When a line in the entries below contains "Lily", tally it; give the tally with nothing added.

== RECORDED INFORMATION ==

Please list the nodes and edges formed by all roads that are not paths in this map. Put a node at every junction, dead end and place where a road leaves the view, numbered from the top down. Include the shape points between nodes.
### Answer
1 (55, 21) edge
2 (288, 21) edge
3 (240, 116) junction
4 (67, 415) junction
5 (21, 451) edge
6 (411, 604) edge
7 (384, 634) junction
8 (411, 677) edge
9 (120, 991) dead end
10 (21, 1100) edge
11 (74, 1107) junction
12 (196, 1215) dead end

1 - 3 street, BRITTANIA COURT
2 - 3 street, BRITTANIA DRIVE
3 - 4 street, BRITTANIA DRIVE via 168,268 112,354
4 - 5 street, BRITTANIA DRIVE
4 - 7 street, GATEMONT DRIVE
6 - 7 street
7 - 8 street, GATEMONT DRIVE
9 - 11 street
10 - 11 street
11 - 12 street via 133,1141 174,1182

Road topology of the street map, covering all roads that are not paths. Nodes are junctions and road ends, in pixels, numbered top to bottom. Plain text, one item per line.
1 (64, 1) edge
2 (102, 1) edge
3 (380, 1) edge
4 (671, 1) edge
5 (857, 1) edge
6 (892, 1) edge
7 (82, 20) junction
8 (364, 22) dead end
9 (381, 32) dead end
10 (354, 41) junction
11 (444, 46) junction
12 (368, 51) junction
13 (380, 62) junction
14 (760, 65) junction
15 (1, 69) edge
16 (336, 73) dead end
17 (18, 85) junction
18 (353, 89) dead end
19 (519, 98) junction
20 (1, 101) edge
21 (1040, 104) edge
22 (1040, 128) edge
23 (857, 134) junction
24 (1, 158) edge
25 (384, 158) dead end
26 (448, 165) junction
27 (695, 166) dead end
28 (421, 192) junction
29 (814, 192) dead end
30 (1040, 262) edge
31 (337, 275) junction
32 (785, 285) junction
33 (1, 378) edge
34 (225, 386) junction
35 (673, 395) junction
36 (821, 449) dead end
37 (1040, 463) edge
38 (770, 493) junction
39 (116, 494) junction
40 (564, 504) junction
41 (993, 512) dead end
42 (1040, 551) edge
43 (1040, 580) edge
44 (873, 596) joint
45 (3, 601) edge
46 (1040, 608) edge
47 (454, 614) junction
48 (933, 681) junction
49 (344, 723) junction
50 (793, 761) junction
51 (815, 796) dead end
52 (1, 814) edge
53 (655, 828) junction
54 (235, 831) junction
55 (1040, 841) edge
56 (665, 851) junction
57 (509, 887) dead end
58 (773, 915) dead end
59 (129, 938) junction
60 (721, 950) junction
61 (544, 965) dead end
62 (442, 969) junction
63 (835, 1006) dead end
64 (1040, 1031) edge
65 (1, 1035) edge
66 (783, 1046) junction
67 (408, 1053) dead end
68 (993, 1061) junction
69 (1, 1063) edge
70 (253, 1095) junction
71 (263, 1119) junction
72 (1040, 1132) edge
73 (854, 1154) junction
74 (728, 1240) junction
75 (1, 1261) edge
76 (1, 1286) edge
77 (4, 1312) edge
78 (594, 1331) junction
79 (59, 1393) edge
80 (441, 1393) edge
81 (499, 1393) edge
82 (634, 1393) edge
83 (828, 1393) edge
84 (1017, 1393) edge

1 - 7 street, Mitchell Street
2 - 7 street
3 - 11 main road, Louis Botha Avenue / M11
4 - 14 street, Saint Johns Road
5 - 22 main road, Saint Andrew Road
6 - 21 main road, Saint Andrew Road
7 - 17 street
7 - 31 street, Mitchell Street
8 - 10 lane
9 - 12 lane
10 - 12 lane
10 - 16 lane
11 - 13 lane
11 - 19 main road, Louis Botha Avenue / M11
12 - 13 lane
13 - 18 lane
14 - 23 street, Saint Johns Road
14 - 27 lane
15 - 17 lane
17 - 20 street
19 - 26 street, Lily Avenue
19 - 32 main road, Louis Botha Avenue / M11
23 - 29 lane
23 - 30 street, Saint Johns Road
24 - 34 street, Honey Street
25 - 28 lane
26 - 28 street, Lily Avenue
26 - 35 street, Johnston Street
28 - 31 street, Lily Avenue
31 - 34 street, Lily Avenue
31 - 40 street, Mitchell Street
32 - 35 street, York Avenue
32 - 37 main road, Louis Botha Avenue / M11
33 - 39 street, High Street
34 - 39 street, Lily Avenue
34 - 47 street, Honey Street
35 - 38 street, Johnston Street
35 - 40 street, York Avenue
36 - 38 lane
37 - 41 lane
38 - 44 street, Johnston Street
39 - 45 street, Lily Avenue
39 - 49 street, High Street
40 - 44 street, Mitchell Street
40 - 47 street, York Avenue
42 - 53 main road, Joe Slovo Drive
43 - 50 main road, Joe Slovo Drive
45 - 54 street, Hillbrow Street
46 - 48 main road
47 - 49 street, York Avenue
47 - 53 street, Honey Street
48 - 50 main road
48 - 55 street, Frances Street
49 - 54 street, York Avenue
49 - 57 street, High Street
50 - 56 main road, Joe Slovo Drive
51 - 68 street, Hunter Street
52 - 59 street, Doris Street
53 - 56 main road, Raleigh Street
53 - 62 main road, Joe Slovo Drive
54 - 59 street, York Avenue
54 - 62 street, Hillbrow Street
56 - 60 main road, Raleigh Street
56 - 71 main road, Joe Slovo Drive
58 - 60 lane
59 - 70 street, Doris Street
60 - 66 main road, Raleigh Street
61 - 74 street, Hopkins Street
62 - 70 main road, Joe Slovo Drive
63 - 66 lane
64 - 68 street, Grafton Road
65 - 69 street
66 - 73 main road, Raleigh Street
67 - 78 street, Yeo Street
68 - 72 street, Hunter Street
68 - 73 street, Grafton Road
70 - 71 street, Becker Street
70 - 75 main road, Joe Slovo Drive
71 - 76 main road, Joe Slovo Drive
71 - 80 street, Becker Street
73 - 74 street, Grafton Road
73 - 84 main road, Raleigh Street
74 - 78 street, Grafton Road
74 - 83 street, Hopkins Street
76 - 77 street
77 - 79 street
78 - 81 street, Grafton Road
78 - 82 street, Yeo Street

===

▶ _OUTPUT FOR THIS TASK_:
6